The businesses that are best loved by customers tend to be ones that make them feel smart, competent, in control. This comes about thanks to thoughtful (read: easy to use) design choices, thoughtful hiring and training of employees, and other deployment of human effort, engagement, and judgment to make things easy for a customer-and difficult for a customer to make a mistake or suffer embarrassment.
Or the elevation of a customer's feeling of intelligence can be achieved through proper deployment of technology. Think of how a service like Gmail makes the user feel smart: warning the user if they've failed to include an attachment in spite of writing "attached is..."; helping the user to "remember" email addresses they may want to include in the cc field; intelligently suggesting which of several similar-sounding email addresses is likely the one to include in a particular context; and, even better, suggesting a correction when you are about to mistakenly cc Bob X instead of Bob Y, where Bob Y is more likely the one you intended to copy in this particular context.
Getting even more high-tech, the proper use of artificial intelligence (AI) can both make customers feel smart and, according to Ryan Lester, Director of Customer Engagement Technologies at LogMeIn, do the same for the (human) agents supporting those customers. "AI such as our Bold360ai solution," says Lester, "can make both the customer and the agent feel better-informed and closer to the solution; it can give customers the power to self-serve where they see fit, as well as, alternatively or in addition, provide agents with AI-powered insights to offer a seamless, efficient and customized experience when a human touch needed." [Disclosure: I have done professional work for LogMeIn.] And according to Raj Singh, CEO of GoMoment, an AI company deploying a specialized version of IBM Watson technology, "As I see it, the very idea of AI, in a customer experience context, is to make the customer feel empowered; while some companies may fool around with AI for AI's sake, that's the opposite of the customer-friendly approach that's called for."
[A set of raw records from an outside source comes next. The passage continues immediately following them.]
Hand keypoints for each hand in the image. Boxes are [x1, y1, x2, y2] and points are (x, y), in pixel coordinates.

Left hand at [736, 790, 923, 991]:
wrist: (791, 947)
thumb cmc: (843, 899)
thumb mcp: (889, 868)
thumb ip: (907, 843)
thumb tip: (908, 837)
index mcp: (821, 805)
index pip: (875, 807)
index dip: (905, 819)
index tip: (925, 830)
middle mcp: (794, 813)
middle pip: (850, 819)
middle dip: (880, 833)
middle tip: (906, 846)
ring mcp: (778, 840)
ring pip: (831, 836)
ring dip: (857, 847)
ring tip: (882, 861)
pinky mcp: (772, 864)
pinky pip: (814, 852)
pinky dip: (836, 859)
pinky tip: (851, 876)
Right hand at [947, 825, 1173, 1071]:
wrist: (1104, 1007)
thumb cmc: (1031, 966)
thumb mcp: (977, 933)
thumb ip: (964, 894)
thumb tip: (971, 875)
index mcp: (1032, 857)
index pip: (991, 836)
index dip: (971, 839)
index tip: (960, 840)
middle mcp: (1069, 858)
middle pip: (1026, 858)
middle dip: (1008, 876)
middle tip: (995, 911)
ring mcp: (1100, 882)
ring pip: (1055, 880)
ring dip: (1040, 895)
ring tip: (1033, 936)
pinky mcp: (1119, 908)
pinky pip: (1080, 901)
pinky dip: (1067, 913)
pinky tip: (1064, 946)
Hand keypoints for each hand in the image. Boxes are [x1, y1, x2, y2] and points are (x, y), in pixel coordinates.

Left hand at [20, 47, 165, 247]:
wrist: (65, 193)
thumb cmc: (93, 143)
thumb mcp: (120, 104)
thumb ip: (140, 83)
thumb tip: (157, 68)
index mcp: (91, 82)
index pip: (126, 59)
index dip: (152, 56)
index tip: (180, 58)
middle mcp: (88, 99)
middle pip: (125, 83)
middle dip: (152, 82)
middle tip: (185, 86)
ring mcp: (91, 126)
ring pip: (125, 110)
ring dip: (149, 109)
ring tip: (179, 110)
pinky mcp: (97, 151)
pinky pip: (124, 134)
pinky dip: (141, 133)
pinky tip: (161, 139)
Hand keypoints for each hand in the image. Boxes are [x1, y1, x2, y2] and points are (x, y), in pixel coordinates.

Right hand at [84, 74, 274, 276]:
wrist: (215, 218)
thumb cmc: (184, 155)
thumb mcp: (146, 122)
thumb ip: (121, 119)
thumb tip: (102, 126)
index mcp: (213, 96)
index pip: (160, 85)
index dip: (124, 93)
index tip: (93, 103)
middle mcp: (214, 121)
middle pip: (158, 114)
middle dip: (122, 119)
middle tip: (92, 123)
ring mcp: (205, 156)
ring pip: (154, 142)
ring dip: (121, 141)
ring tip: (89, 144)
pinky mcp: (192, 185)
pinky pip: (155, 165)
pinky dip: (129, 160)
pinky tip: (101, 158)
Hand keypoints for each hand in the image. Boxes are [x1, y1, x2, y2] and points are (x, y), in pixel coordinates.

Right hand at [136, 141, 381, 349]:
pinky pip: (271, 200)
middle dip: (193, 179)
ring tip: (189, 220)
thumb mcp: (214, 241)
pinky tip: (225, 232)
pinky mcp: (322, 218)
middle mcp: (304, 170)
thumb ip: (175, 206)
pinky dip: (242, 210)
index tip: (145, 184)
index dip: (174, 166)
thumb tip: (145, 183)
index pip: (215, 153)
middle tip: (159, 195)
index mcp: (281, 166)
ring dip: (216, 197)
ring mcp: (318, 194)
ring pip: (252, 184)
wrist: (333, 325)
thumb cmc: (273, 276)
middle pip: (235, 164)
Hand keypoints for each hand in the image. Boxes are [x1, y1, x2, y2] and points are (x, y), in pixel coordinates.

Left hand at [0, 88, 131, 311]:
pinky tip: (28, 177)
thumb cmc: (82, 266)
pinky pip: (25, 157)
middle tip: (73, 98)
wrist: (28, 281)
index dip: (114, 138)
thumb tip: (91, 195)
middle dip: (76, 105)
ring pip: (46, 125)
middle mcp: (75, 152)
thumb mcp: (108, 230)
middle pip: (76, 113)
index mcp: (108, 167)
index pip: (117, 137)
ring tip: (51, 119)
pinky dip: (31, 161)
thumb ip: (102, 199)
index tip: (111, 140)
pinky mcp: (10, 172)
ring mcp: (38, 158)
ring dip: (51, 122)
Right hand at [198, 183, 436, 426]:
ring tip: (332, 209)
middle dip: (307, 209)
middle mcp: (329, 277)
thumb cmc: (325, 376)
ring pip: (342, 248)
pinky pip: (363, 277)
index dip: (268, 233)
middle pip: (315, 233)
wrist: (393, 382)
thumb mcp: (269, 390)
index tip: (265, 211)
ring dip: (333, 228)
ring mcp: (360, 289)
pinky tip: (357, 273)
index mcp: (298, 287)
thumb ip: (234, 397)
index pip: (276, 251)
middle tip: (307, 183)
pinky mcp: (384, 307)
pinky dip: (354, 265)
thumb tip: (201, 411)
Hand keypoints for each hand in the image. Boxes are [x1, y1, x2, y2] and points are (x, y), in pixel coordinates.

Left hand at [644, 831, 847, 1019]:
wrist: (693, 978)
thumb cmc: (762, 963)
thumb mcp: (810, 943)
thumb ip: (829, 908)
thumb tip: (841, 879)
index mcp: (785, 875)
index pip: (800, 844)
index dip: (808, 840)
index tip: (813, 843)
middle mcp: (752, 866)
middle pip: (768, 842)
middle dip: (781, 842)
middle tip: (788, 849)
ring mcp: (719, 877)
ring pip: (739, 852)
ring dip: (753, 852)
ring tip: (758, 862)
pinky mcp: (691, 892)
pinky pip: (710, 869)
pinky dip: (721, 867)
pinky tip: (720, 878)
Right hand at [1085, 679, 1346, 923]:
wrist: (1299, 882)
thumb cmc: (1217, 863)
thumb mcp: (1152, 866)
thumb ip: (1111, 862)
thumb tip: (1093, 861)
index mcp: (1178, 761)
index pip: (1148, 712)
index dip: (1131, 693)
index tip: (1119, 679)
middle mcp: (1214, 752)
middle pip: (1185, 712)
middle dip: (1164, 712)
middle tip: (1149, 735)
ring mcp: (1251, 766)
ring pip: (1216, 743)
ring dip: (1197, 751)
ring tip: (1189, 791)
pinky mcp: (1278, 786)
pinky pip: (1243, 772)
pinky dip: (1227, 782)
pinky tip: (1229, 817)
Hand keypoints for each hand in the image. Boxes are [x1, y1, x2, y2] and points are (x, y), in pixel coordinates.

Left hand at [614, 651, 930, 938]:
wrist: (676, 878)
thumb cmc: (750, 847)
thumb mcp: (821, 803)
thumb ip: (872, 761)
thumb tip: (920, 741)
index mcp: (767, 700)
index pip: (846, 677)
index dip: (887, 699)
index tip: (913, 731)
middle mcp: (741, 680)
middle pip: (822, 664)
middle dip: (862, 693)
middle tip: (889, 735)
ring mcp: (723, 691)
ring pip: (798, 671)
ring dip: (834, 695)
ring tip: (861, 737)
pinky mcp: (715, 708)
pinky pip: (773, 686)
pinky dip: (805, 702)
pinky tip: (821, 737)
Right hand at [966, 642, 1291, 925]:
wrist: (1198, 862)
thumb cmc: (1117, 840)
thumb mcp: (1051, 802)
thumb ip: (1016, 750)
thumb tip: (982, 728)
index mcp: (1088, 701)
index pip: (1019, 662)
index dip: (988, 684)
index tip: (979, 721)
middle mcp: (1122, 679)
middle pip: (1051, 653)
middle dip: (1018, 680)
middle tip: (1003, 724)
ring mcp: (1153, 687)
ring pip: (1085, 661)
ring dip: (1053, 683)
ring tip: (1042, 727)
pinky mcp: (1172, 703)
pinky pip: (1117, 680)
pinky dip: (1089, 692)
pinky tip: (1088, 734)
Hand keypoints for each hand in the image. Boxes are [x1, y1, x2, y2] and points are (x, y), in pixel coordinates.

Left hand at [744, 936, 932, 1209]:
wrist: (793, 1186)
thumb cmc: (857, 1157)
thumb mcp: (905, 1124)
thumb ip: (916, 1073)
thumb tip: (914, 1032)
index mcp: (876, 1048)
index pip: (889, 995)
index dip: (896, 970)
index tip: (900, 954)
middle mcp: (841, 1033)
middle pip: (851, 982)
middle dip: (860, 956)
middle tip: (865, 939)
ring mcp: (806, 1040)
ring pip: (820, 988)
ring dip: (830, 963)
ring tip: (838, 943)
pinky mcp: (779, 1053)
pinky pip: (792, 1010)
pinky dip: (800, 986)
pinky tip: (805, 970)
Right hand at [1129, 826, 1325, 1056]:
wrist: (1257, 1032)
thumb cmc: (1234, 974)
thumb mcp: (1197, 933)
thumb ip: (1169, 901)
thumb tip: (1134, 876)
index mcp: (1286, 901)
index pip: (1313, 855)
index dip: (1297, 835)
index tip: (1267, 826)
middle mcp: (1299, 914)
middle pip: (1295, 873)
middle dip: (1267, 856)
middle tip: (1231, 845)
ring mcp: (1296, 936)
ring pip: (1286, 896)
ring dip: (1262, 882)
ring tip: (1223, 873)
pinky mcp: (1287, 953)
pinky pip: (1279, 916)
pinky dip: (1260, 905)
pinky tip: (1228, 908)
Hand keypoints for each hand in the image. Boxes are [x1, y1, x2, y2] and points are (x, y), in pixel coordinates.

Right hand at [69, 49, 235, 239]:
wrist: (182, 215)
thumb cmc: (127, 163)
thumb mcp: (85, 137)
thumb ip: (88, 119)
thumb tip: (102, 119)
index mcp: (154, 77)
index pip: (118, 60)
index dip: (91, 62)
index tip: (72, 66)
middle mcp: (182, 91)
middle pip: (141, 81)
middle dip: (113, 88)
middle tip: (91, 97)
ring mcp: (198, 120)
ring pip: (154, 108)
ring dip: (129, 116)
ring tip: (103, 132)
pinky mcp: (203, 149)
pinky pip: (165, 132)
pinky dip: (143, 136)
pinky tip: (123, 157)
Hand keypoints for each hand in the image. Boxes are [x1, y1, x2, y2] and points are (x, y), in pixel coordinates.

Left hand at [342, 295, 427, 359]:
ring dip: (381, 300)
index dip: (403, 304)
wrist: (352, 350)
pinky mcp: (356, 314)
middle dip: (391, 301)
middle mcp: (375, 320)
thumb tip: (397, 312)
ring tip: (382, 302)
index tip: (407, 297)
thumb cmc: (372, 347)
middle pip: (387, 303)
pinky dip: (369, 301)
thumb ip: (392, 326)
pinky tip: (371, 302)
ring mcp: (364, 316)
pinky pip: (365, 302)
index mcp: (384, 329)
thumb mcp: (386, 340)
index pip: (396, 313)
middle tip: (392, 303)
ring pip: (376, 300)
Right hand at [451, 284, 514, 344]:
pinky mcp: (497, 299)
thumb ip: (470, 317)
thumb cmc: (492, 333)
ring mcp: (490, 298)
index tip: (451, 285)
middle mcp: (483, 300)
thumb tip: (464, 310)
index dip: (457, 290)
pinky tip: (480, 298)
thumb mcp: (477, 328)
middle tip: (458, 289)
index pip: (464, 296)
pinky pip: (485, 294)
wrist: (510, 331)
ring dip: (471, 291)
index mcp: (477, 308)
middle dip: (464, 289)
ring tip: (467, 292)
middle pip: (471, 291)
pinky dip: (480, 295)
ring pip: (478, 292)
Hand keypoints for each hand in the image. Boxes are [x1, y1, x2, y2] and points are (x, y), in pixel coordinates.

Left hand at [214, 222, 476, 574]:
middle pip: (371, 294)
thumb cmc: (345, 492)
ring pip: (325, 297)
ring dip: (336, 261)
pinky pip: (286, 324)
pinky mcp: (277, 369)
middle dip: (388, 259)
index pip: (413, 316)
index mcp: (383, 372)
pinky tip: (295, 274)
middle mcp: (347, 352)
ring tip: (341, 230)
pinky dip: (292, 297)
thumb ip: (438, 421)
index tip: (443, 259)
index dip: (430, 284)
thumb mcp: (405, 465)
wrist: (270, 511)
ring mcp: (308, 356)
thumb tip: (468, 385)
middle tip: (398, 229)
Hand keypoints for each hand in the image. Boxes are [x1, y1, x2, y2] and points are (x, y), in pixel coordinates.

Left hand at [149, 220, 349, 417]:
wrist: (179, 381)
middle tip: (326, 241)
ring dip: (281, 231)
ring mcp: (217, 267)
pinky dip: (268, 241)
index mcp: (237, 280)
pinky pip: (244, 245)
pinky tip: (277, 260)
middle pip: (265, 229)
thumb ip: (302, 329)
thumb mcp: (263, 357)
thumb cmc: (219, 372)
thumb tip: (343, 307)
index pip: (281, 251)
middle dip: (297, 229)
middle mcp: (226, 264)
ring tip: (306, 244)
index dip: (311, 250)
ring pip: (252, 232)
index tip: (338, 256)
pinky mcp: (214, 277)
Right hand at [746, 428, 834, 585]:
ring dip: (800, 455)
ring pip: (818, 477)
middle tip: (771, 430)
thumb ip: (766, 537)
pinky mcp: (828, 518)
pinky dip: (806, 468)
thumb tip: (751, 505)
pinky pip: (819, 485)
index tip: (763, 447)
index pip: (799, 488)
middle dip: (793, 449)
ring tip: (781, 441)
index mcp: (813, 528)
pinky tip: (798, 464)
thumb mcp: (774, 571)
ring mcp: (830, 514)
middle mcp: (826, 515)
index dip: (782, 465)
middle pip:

To hammer home the importance of this, I want to spend a minute looking at the times when a customer experience is designed to make a customer feel stupid. Let me share a particularly mortifying example to bring the subject vividly in focus.
I once spent an agonized half hour on the beach at a Five Star resort, trying to figure out if the sliding doors in front of me actually led back into my hotel room.
Sounds dumb, right? Maybe it sounds like I'm dumb because I should have put out bread crumbs or stones to guide my pathway back.
But here's the thing: At the time I agreed with you (hypothetical you); the problem was due to my own stupidity, clumsiness, or failure to plan. But I don't anymore. What made me as the customer (guest) feel dumb was an unfortunate, even inhumane, design choice on the part of the hotel. The architect or outfitter thought it would look more sleek or homelike to omit room numbers above the sliding doors that faced the beach. Leading to five essentially identical options for me to pick from, meaning chances I'd pick the wrong one and happen upon my neighbors in a state, potentially, of romantic engagement and undress.
In many other ways, businesses make customers feel stupid. Continuing with less dramatic examples from hotels, there are light switches in unexpected places, impossible-to-find plug locations, inexplicably translucent doors between toilet and sleeping area, heating and cooling systems that are too complex to be managed (at least in the face of jetlag), minibars priced to make you feel like a sucker, and on and on.
Outside of the hotel environment, here are other ways businesses, perhaps including yours, do the same: they make customers feel stupid:
• Bad directional signage: a hassle for able-bodied customers, and a complete disaster for visitors with disabilities.
• Inscrutable jargon, like the use of the 19th-century term "placards" in the required FAA in-flight safety script.
• Stupid Stuff: requiring customers to contact you for the answers to questions that should be answered on a self-service basis, whether through your website's FAQs or other means (See my article here for more on this)
• Thoughtlessness: Asking an obviously-solo diner the ugly question, "only one?" or calling an obviously advanced-in-age woman "young lady."
If you're making any of these mistakes at your business, or if you're not sure whether you are or aren't, it's time to take stock, before you drive any more customers away.